En gros, il existe deux sortes de plans: ceux qui sont efficaces (1 sur 35 environ) et les autres, qui comportent les catégories suivantes:
-le plan pour initiés. La personne a tellement l’habitude de fréquenter cet endroit qu’elle ne se pose plus depuis longtemps la question de savoir comment y aller. Du coup, elle vous fait un croquis qui comprend en gros le point de départ et le point d’arrivée, à vous de naviguer entre les deux.
-le plan de contrefaçon (variante du précédent). Ca a la couleur du plan, ça a l’odeur du plan, on jurerait un plan, mais ça ne vous mènera nulle part. C’est ce qui s’est passé lors de mon premier séjour au Japon, lorsqu’on m’a indiqué le chemin menant de la station de métro à mon domicile. “Là, tu vois, il y a un croisement où le sol est peint en rouge. Quand tu arrives là, tu prends à gauche. Ensuite, tu vois cette maison avec un grand arbre dans le jardin? Elle fait l’angle de la rue, tu tournes là, tu ne peux pas te tromper”. Sauf que quand j’ai refait le chemin toute seule, j’ai constaté que TOUS les carrefours étaient peints en rouge et que TOUTES les maisons avaient des arbres dans leur jardin.
-le plan partiel.
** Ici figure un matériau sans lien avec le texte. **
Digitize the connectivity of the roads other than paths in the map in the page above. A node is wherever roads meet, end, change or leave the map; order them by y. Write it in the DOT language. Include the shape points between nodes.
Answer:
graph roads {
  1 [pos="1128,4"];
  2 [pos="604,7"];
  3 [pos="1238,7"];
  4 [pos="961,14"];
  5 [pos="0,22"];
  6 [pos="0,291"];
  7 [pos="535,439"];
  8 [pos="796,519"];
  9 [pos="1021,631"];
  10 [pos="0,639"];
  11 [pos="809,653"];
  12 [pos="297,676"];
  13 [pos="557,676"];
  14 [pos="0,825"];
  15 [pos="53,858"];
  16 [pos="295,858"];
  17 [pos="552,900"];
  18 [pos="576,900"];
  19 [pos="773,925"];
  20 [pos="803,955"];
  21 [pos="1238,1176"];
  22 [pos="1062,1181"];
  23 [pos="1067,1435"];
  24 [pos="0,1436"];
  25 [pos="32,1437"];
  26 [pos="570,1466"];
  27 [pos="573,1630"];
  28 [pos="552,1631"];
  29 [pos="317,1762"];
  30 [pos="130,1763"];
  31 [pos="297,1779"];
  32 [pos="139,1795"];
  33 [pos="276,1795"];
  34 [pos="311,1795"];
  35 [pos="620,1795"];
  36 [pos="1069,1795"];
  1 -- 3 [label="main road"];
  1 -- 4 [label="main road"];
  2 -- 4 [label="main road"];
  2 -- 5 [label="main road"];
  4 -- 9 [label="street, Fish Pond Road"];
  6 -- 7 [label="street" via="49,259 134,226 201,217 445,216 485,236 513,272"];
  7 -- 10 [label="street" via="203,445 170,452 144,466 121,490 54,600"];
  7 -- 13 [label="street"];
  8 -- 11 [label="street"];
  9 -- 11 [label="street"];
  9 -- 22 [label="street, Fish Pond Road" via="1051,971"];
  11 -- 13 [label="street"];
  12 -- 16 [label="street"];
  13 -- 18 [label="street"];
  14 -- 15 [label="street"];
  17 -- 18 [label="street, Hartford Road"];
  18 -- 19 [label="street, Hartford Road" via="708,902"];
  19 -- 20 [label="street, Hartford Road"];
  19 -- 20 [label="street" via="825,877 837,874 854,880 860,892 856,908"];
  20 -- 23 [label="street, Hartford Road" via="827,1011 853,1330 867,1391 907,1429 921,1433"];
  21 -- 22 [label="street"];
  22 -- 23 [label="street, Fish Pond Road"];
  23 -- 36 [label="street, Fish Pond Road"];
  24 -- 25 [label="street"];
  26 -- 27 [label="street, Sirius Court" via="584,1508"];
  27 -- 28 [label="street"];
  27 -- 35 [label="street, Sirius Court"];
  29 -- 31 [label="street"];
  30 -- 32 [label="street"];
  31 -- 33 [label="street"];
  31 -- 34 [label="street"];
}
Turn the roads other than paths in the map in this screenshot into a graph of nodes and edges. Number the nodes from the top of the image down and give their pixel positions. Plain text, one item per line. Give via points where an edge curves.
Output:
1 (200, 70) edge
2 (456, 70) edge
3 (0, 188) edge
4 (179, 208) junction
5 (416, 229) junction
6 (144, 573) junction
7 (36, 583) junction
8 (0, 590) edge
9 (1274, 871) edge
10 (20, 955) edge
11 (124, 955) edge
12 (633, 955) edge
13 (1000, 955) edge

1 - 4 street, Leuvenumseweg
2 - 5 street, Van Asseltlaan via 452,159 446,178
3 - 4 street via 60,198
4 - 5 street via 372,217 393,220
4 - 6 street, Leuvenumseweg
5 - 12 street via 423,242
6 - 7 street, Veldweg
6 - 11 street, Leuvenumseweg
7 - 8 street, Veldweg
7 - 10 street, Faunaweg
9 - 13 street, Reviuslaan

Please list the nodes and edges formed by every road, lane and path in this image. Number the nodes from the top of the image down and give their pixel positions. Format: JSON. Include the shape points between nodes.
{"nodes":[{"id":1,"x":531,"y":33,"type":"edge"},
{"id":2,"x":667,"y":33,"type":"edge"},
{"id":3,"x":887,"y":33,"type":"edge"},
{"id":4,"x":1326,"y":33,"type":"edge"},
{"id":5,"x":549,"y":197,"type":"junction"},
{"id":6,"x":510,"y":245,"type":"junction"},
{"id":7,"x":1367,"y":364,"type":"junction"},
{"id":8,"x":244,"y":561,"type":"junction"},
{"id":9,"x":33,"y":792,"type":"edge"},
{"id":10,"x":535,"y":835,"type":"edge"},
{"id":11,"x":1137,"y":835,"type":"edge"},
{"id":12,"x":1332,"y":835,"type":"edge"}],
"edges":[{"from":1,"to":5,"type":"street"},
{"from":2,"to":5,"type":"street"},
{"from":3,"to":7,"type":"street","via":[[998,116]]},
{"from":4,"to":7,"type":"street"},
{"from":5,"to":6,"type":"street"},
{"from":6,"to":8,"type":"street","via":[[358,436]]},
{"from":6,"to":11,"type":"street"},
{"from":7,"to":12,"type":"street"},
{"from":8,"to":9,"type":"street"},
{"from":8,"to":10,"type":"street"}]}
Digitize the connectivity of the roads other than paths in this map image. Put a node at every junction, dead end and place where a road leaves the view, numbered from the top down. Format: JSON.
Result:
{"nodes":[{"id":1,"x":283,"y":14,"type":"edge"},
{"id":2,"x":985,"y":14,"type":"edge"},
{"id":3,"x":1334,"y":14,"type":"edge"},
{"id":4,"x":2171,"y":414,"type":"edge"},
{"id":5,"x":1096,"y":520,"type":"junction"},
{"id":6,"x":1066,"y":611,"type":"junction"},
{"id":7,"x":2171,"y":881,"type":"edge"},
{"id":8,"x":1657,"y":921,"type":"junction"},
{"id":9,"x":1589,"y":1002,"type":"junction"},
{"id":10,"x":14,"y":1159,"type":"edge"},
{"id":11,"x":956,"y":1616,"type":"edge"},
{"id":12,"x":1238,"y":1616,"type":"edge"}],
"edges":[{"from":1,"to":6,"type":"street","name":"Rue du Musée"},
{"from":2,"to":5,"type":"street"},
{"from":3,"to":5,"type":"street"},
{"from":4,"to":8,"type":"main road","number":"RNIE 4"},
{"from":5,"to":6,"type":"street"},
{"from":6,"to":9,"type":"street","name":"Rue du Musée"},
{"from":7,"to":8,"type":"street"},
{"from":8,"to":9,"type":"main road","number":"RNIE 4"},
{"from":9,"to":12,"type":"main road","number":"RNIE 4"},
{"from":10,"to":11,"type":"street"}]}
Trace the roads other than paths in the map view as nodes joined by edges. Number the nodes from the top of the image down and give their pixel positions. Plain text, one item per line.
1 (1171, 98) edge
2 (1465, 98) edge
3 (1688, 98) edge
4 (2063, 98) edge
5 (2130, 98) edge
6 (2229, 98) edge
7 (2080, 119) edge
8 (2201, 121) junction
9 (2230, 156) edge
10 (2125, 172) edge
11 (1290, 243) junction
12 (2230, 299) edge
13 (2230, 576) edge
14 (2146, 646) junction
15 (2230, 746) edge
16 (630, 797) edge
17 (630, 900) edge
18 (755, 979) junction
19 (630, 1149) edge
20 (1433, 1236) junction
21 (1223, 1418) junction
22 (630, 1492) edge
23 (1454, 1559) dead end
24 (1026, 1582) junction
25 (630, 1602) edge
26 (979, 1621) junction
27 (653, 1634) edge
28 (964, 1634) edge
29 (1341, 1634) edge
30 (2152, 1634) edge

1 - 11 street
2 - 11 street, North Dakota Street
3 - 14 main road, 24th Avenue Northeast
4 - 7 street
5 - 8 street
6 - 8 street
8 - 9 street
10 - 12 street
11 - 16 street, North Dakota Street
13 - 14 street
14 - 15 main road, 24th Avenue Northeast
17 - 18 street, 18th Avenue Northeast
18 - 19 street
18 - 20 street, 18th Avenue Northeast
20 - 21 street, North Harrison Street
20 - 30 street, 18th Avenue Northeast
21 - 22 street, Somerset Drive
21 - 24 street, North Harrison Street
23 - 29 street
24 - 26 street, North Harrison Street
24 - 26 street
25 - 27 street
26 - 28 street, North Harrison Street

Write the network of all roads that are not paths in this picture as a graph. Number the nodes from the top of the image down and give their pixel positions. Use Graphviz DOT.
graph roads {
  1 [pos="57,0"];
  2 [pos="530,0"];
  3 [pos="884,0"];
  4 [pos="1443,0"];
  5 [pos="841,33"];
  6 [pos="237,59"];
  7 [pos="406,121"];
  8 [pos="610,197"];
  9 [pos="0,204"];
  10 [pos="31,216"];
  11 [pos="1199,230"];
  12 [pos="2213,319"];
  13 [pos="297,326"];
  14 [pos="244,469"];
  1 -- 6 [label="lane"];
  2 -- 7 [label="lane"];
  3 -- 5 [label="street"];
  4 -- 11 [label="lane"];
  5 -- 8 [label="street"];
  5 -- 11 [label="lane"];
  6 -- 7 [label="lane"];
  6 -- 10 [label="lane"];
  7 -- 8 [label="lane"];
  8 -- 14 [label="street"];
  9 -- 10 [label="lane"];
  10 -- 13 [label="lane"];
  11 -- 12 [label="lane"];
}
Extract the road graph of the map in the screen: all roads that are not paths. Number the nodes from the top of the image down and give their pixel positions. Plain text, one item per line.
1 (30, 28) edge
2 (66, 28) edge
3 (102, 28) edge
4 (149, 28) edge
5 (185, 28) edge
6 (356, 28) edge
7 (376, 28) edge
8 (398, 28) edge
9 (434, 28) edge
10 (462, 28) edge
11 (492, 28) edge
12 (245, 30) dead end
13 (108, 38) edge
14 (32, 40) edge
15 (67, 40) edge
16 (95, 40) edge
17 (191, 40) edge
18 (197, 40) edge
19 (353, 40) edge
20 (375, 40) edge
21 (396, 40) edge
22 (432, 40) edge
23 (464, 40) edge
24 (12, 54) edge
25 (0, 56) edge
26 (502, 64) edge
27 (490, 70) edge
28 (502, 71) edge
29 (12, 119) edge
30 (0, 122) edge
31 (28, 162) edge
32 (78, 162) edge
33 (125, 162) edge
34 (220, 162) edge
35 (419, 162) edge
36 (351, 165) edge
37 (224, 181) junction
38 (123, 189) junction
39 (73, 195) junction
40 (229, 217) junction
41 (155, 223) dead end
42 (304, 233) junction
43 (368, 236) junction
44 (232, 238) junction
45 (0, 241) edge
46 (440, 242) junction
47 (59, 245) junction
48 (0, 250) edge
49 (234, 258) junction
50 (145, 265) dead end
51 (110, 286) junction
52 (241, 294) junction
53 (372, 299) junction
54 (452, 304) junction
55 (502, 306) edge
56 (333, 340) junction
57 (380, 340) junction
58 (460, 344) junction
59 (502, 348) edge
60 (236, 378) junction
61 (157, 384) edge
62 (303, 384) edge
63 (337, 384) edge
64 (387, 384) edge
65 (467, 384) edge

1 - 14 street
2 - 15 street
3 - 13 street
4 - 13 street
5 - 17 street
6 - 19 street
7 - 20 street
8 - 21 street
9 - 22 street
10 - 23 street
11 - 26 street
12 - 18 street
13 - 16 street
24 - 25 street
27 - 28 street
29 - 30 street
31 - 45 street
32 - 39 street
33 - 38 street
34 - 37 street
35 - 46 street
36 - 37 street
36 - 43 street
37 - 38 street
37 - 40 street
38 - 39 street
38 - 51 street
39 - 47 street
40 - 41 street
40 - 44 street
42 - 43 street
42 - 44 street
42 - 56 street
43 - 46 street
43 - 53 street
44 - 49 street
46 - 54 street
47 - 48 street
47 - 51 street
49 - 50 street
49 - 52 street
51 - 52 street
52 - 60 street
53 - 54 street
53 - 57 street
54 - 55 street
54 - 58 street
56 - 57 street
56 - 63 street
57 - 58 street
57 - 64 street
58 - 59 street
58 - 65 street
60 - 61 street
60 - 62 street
Ce type de plan survient occasionnellement dans les documents officiels, surtout lorsqu’ils concernent des bâtiments publics, des ensembles immobiliers ou des campus. Vous disposez d’une carte minutieuse jusqu’à l’entrée principale. Et rien après, où vous errez lamentablement en vous demandant lequel des 35 étages / bâtiments est celui où vous devez vous rendre.
Mais il y a un plan qui constitue une catégorie à lui tout seul, et auquel j’aimerais rendre ici un hommage appuyé, c’est celui permettant se rendre au bureau d’immigration de Tachikawa. Cette carte, chef-d’oeuvre de l’art abstrait, a été élaborée par quelqu’un qui n’avait de toute évidence jamais mis les pieds dans la région, et qui n’a pu se fier dans sa lourde tâche qu’aux récits d’explorateurs du XIXe siècle et à sa propre imagination. Il a par miracle réussi à reproduire l’itinéraire général, mais les proportions sont complètement fantaisistes, et les bâtiments donnés en points de repère, quand ils n’ont pas disparus corps et biens depuis le temps, ont été distribués au petit bonheur la chance sur la carte, ce qui les situe au mieux du mauvais côté de la route, et au pire dans un quartier différent.
La première phase de sélection dans l’obtention du permis de séjour, c’est d’arriver vivant jusqu’au bureau qui le délivre.